**The data**
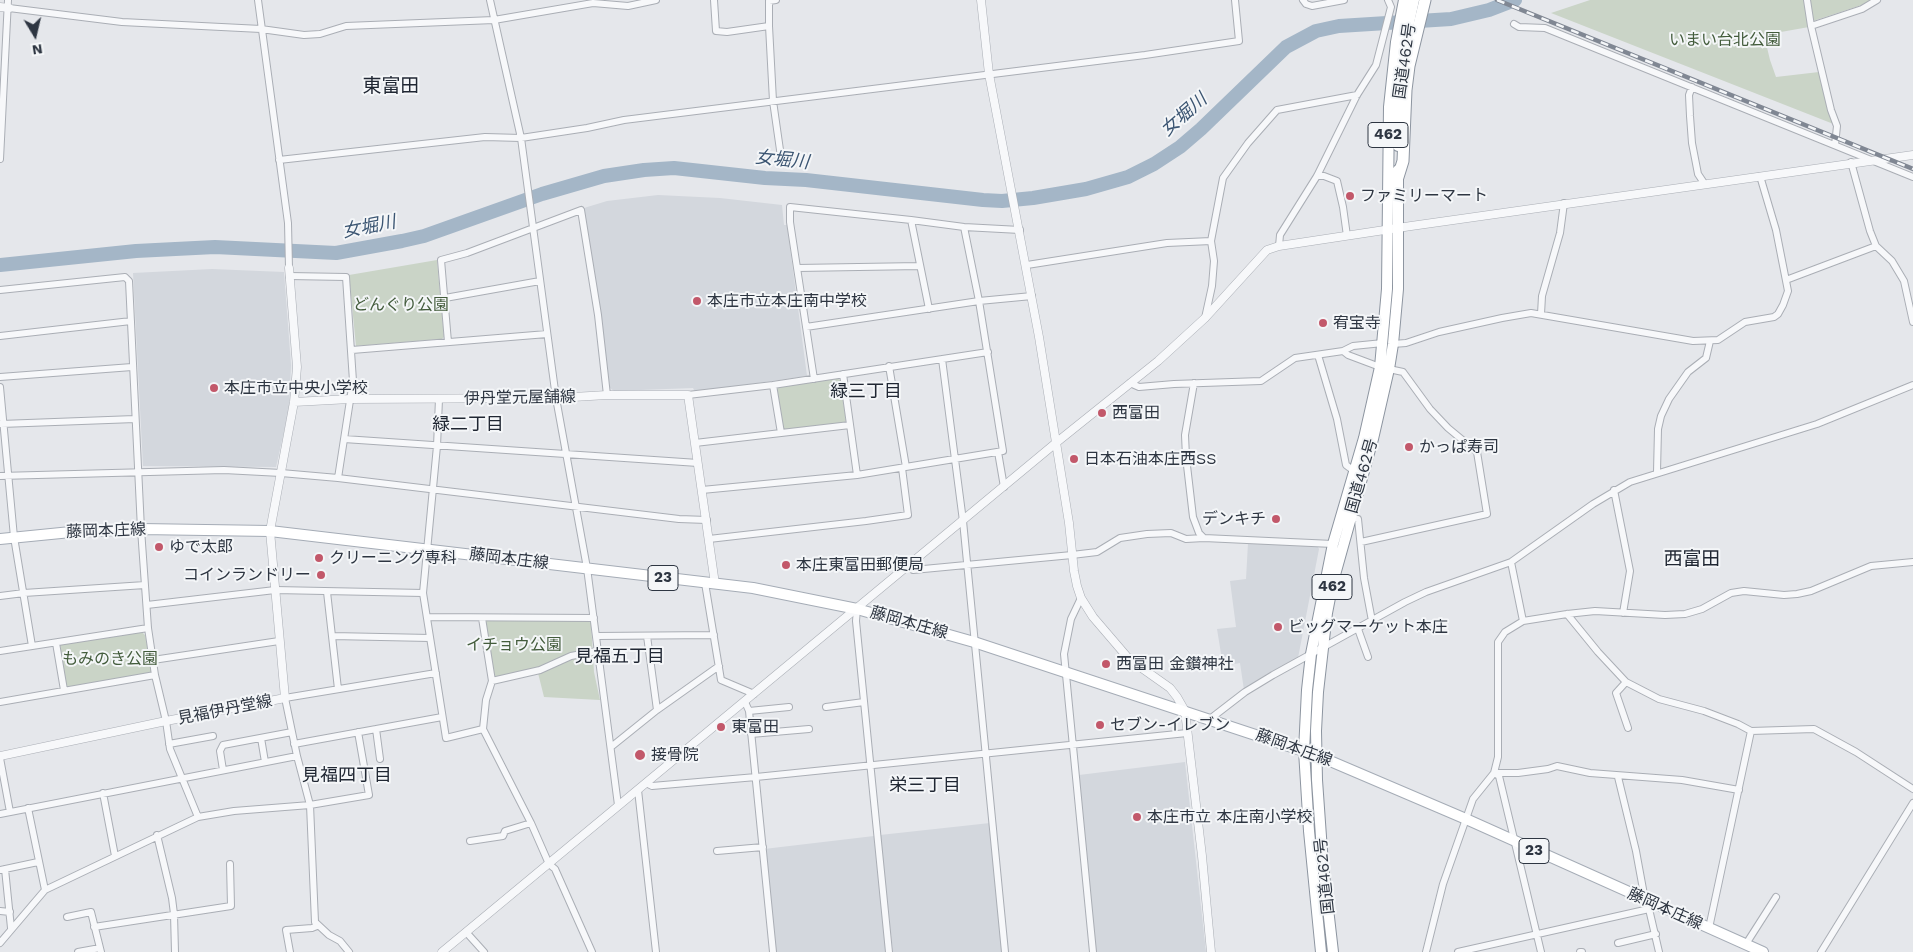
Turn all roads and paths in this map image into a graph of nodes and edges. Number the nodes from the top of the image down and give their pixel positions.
1 (258, 0) edge
2 (490, 0) edge
3 (656, 0) edge
4 (714, 0) edge
5 (776, 0) edge
6 (981, 0) edge
7 (1234, 0) edge
8 (1303, 0) edge
9 (1344, 0) edge
10 (1388, 0) edge
11 (1807, 0) edge
12 (1877, 0) edge
13 (1414, 4) edge
14 (5, 5) edge
15 (494, 20) junction
16 (1514, 24) dead end
17 (769, 26) junction
18 (1811, 26) junction
19 (261, 30) junction
20 (1405, 41) junction
21 (3, 53) edge
22 (989, 74) junction
23 (1692, 87) junction
24 (1357, 95) junction
25 (774, 101) junction
26 (521, 138) junction
27 (1835, 145) junction
28 (1913, 155) edge
29 (0, 159) edge
30 (279, 160) junction
31 (1872, 160) junction
32 (1851, 162) junction
33 (782, 164) dead end
34 (1316, 176) junction
35 (1760, 176) junction
36 (1398, 177) joint
37 (1913, 177) edge
38 (1704, 183) junction
39 (1564, 203) junction
40 (911, 220) junction
41 (964, 227) junction
42 (532, 228) junction
43 (1399, 228) junction
44 (1020, 230) junction
45 (1388, 230) junction
46 (1346, 236) junction
47 (1211, 241) junction
48 (1279, 246) junction
49 (1876, 246) junction
50 (1026, 265) junction
51 (920, 266) junction
52 (797, 268) junction
53 (289, 272) junction
54 (1786, 280) junction
55 (540, 281) junction
56 (0, 290) edge
57 (1032, 296) junction
58 (445, 298) junction
59 (979, 301) junction
60 (929, 309) junction
61 (1541, 314) junction
62 (1205, 318) junction
63 (131, 321) junction
64 (1913, 322) edge
65 (806, 327) junction
66 (547, 334) junction
67 (0, 336) edge
68 (1710, 341) junction
69 (448, 342) junction
70 (1388, 343) junction
71 (352, 350) junction
72 (1343, 351) junction
73 (988, 352) junction
74 (1318, 355) junction
75 (942, 359) junction
76 (132, 366) junction
77 (889, 366) junction
78 (1385, 368) junction
79 (843, 374) junction
80 (0, 377) edge
81 (814, 379) junction
82 (1130, 383) junction
83 (1194, 383) junction
84 (773, 385) junction
85 (1913, 385) edge
86 (0, 387) edge
87 (607, 395) junction
88 (688, 395) junction
89 (556, 398) junction
90 (350, 399) junction
91 (439, 399) junction
92 (294, 402) junction
93 (135, 419) junction
94 (2, 424) edge
95 (850, 425) junction
96 (781, 433) junction
97 (344, 439) junction
98 (1057, 442) junction
99 (695, 443) junction
100 (437, 446) junction
101 (998, 452) junction
102 (565, 454) junction
103 (955, 460) junction
104 (698, 463) junction
105 (904, 468) junction
106 (1354, 471) junction
107 (138, 472) junction
108 (1657, 472) junction
109 (281, 473) junction
110 (8, 475) junction
111 (857, 475) junction
112 (0, 476) edge
113 (338, 478) junction
114 (1004, 487) junction
115 (432, 490) junction
116 (702, 490) junction
117 (1614, 490) junction
118 (576, 507) junction
119 (1349, 518) junction
120 (706, 520) junction
121 (963, 522) junction
122 (141, 528) junction
123 (270, 531) junction
124 (14, 537) junction
125 (1204, 538) junction
126 (0, 539) edge
127 (709, 539) junction
128 (1361, 542) junction
129 (1332, 544) junction
130 (427, 549) junction
131 (1072, 555) junction
132 (1511, 562) junction
133 (1913, 562) edge
134 (967, 564) junction
135 (908, 567) junction
136 (587, 568) junction
137 (710, 584) junction
138 (145, 585) junction
139 (275, 590) junction
140 (327, 592) junction
141 (24, 593) junction
142 (423, 593) junction
143 (0, 596) edge
144 (1081, 598) junction
145 (147, 605) junction
146 (857, 609) junction
147 (1623, 613) junction
148 (1567, 614) junction
149 (427, 617) junction
150 (482, 618) junction
151 (594, 618) junction
152 (1372, 621) junction
153 (1524, 621) junction
154 (148, 628) junction
155 (1358, 628) junction
156 (714, 635) junction
157 (332, 636) junction
158 (597, 636) junction
159 (647, 636) junction
160 (430, 638) junction
161 (280, 641) junction
162 (974, 642) junction
163 (56, 643) junction
164 (32, 646) junction
165 (1322, 648) junction
166 (0, 651) edge
167 (597, 651) junction
168 (1310, 654) junction
169 (1368, 657) dead end
170 (153, 660) junction
171 (720, 666) junction
172 (436, 673) junction
173 (1066, 674) junction
174 (155, 675) junction
175 (492, 681) junction
176 (1626, 682) junction
177 (338, 689) junction
178 (64, 690) junction
179 (754, 694) junction
180 (285, 698) junction
181 (0, 702) edge
182 (744, 702) junction
183 (864, 702) junction
184 (789, 707) dead end
185 (826, 707) dead end
186 (657, 710) junction
187 (749, 711) junction
188 (1185, 711) junction
189 (442, 717) junction
190 (1210, 719) junction
191 (166, 721) junction
192 (1628, 728) dead end
193 (376, 729) junction
194 (483, 729) junction
195 (809, 729) dead end
196 (1751, 731) junction
197 (292, 732) junction
198 (358, 732) junction
199 (1187, 733) junction
200 (751, 734) junction
201 (213, 736) dead end
202 (261, 738) junction
203 (169, 744) junction
204 (294, 744) junction
205 (1072, 745) junction
206 (611, 747) junction
207 (1304, 751) junction
208 (986, 754) junction
209 (1316, 755) junction
210 (297, 756) junction
211 (0, 757) edge
212 (380, 759) dead end
213 (266, 762) junction
214 (871, 765) junction
215 (223, 770) junction
216 (1494, 773) junction
217 (1618, 776) junction
218 (182, 777) junction
219 (756, 777) junction
220 (646, 783) junction
221 (1913, 789) edge
222 (638, 790) junction
223 (1739, 790) junction
224 (102, 794) junction
225 (1913, 803) edge
226 (310, 805) junction
227 (618, 805) junction
228 (28, 808) junction
229 (10, 812) junction
230 (0, 814) edge
231 (198, 817) junction
232 (1466, 819) junction
233 (531, 823) junction
234 (157, 835) junction
235 (470, 842) dead end
236 (1515, 842) junction
237 (763, 847) junction
238 (717, 851) dead end
239 (115, 856) junction
240 (38, 862) junction
241 (230, 864) dead end
242 (549, 864) junction
243 (3, 870) edge
244 (45, 890) junction
245 (1776, 897) dead end
246 (1649, 904) junction
247 (0, 911) edge
248 (10, 912) junction
249 (174, 914) junction
250 (67, 917) dead end
251 (317, 926) junction
252 (94, 927) junction
253 (12, 928) junction
254 (1708, 928) junction
255 (466, 932) junction
256 (1537, 934) junction
257 (1656, 934) junction
258 (0, 943) edge
259 (1618, 943) dead end
260 (1746, 944) junction
261 (100, 950) edge
262 (78, 952) edge
263 (175, 952) edge
264 (290, 952) edge
265 (349, 952) edge
266 (442, 952) edge
267 (484, 952) edge
268 (592, 952) edge
269 (656, 952) edge
270 (773, 952) edge
271 (889, 952) edge
272 (1005, 952) edge
273 (1093, 952) edge
274 (1210, 952) edge
275 (1321, 952) edge
276 (1332, 952) edge
277 (1426, 952) edge
278 (1458, 952) edge
279 (1541, 952) edge
280 (1660, 952) edge
281 (1763, 952) edge
282 (1821, 952) edge

1 - 19 street
2 - 15 street
3 - 15 street
4 - 17 street
5 - 17 street
6 - 22 street
7 - 22 street
8 - 9 street
10 - 24 street
11 - 18 street
12 - 18 street
13 - 20 highway
13 - 20 main road, 国道462号 / 462
14 - 19 street
14 - 21 street
15 - 19 street
15 - 26 street
16 - 23 street
17 - 25 street
18 - 27 street
19 - 30 street
20 - 36 highway
20 - 45 main road, 国道462号 / 462
21 - 29 street
22 - 25 street
22 - 44 street
23 - 27 street
23 - 38 street
24 - 34 street
24 - 47 street
25 - 26 street
25 - 33 street
26 - 30 street
26 - 42 street
27 - 31 street
28 - 31 street
30 - 53 street
31 - 32 street
31 - 37 street
32 - 35 street
32 - 49 street
34 - 46 street
34 - 48 street
35 - 38 street
35 - 54 street
36 - 43 main road, 国道462号 / 462
38 - 39 street
39 - 43 street
39 - 61 street
40 - 41 street
40 - 51 street
40 - 52 street
41 - 44 street
41 - 59 street
42 - 55 street
42 - 58 street
42 - 87 street
43 - 45 street
43 - 70 main road, 国道462号 / 462
44 - 50 street
45 - 46 street
45 - 70 main road, 国道462号 / 462
46 - 48 street
47 - 50 street
47 - 62 street
48 - 62 street
49 - 54 street
49 - 64 street
50 - 57 street
51 - 52 street
51 - 60 street
52 - 65 street
53 - 71 street
53 - 92 street
54 - 68 street
55 - 58 street
55 - 66 street
56 - 63 street
57 - 59 street
57 - 98 street
58 - 69 street
59 - 60 street
59 - 73 street
60 - 65 street
61 - 68 street
61 - 70 street
62 - 82 street
63 - 67 street
63 - 76 street
65 - 81 street
66 - 69 street
66 - 89 street
68 - 108 street
69 - 71 street
70 - 72 street
70 - 78 main road, 国道462号 / 462
71 - 90 street
72 - 74 street
72 - 78 street
73 - 75 street
73 - 101 street
74 - 83 street
74 - 106 street
75 - 77 street
75 - 103 street
76 - 80 street
76 - 93 street
77 - 79 street
77 - 105 street
78 - 106 main road, 国道462号 / 462
78 - 119 main road, 国道462号 / 462
78 - 128 street
79 - 81 street
79 - 95 street
81 - 84 street
82 - 83 street
82 - 98 street
83 - 125 street
84 - 88 street
84 - 96 street
85 - 108 street
86 - 94 street
87 - 88 street, 伊丹堂元屋舗線
87 - 89 street, 伊丹堂元屋舗線
88 - 99 street
89 - 91 street, 伊丹堂元屋舗線
89 - 102 street
90 - 91 street, 伊丹堂元屋舗線
90 - 92 street, 伊丹堂元屋舗線
90 - 97 street
91 - 100 street
92 - 109 street
93 - 94 street
93 - 107 street
94 - 110 street
95 - 96 street
95 - 111 street
96 - 99 street
97 - 100 street
97 - 113 street
98 - 114 street
98 - 131 street
99 - 104 street
100 - 102 street
100 - 115 street
101 - 103 street
101 - 114 street
102 - 104 street
102 - 118 street
103 - 105 street
103 - 121 street
104 - 116 street
105 - 111 street
105 - 127 street
106 - 129 main road, 国道462号 / 462
107 - 109 street
107 - 110 street
107 - 122 street
108 - 117 street
109 - 113 street
109 - 123 street
110 - 112 street
110 - 124 street
111 - 116 street
113 - 115 street
114 - 121 street
115 - 118 street
115 - 130 street
116 - 120 street
117 - 132 street
117 - 147 street
118 - 120 street
118 - 136 street
119 - 128 street
119 - 165 main road, 国道462号 / 462
120 - 127 street
121 - 134 street
121 - 135 street
122 - 123 main road, 藤岡本庄線 / 23
122 - 124 main road, 藤岡本庄線 / 23
122 - 138 street
123 - 130 main road, 藤岡本庄線 / 23
123 - 139 street, 見福伊丹堂線
124 - 126 main road, 藤岡本庄線 / 23
124 - 141 street
125 - 129 street
125 - 131 street
127 - 137 street
128 - 152 street
129 - 168 main road, 国道462号 / 462
130 - 136 main road, 藤岡本庄線 / 23
130 - 142 street
131 - 134 street
131 - 144 street
132 - 152 street
132 - 153 street
133 - 147 street
134 - 135 street
134 - 162 street
135 - 146 street
136 - 137 main road, 藤岡本庄線 / 23
136 - 151 street
137 - 146 main road, 藤岡本庄線 / 23
137 - 156 street
138 - 141 street
138 - 145 street
139 - 140 street
139 - 145 street
139 - 161 street, 見福伊丹堂線
140 - 142 street
140 - 157 street
141 - 143 street
141 - 164 street
142 - 149 street
144 - 173 street
144 - 188 street
145 - 154 street
146 - 162 main road, 藤岡本庄線 / 23
146 - 179 street
146 - 183 street
147 - 148 street
148 - 153 street
148 - 176 street
149 - 150 street
149 - 160 street
150 - 151 street
150 - 175 street
151 - 158 street
152 - 155 street
153 - 216 street
154 - 163 street
154 - 170 street
155 - 165 street
155 - 169 street
156 - 159 street
156 - 171 street
157 - 160 street
157 - 177 street
158 - 159 street
158 - 167 street
159 - 186 street
160 - 172 street
161 - 170 street
161 - 180 street, 見福伊丹堂線
162 - 173 main road, 藤岡本庄線 / 23
162 - 208 street
163 - 164 street
163 - 178 street
164 - 166 street
165 - 168 street
165 - 209 main road, 国道462号 / 462
167 - 175 street
167 - 206 street
168 - 190 street
168 - 207 main road, 国道462号 / 462
170 - 174 street
171 - 179 street
171 - 186 street
172 - 177 street
172 - 189 street
173 - 188 main road, 藤岡本庄線 / 23
173 - 205 street
174 - 178 street
174 - 191 street
175 - 194 street
176 - 192 street
176 - 196 street
177 - 180 street
178 - 181 street
179 - 182 street
180 - 191 street, 見福伊丹堂線
180 - 197 street
182 - 187 street
182 - 220 street
183 - 185 street
183 - 214 street
184 - 187 street
186 - 206 street
187 - 200 street
188 - 190 main road, 藤岡本庄線 / 23
188 - 199 street
189 - 193 street
189 - 194 street
190 - 207 main road, 藤岡本庄線 / 23
191 - 203 street
191 - 211 street, 見福伊丹堂線
193 - 198 street
193 - 212 street
194 - 233 street
195 - 200 street
196 - 221 street
196 - 223 street
197 - 202 street
197 - 204 street
198 - 204 street
198 - 226 street
199 - 205 street
199 - 274 street
200 - 219 street
201 - 203 street
202 - 213 street
202 - 215 street
203 - 218 street
204 - 210 street
205 - 208 street
205 - 273 street
206 - 227 street
207 - 209 main road, 藤岡本庄線 / 23
207 - 275 main road, 国道462号 / 462
208 - 214 street
208 - 272 street
209 - 232 main road, 藤岡本庄線 / 23
209 - 276 main road, 国道462号 / 462
210 - 213 street
210 - 226 street
211 - 229 street
213 - 215 street
214 - 219 street
214 - 271 street
215 - 218 street
216 - 217 street
216 - 232 street
216 - 236 street
217 - 223 street
217 - 246 street
218 - 224 street
218 - 231 street
219 - 220 street
219 - 237 street
220 - 222 street
222 - 227 street
222 - 269 street
223 - 254 street
224 - 228 street
224 - 239 street
225 - 282 street
226 - 231 street
226 - 251 street
227 - 242 street
228 - 229 street
228 - 240 street
229 - 230 street
231 - 234 street
232 - 236 main road, 藤岡本庄線 / 23
232 - 277 street
233 - 235 street
233 - 242 street
234 - 239 street
234 - 249 street
236 - 246 main road, 藤岡本庄線 / 23
236 - 256 street
237 - 238 street
237 - 270 street
239 - 244 street
240 - 243 street
240 - 244 street
241 - 249 street
242 - 255 street
242 - 268 street
243 - 248 street
244 - 253 street
245 - 260 street
246 - 254 main road, 藤岡本庄線 / 23
246 - 256 street
246 - 257 street
247 - 248 street
248 - 253 street
249 - 252 street
249 - 263 street
250 - 252 street
251 - 264 street
251 - 265 street
252 - 261 street
253 - 258 street
254 - 260 main road, 藤岡本庄線 / 23
255 - 266 street
255 - 267 street
256 - 278 street
256 - 279 street
257 - 259 street
257 - 280 street
260 - 281 main road, 藤岡本庄線 / 23
261 - 262 street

**Your task**
Where does the word "伊丹堂元屋舗線" appear in the records above? Return every line that holds it.

**Reply**
87 - 88 street, 伊丹堂元屋舗線
87 - 89 street, 伊丹堂元屋舗線
89 - 91 street, 伊丹堂元屋舗線
90 - 91 street, 伊丹堂元屋舗線
90 - 92 street, 伊丹堂元屋舗線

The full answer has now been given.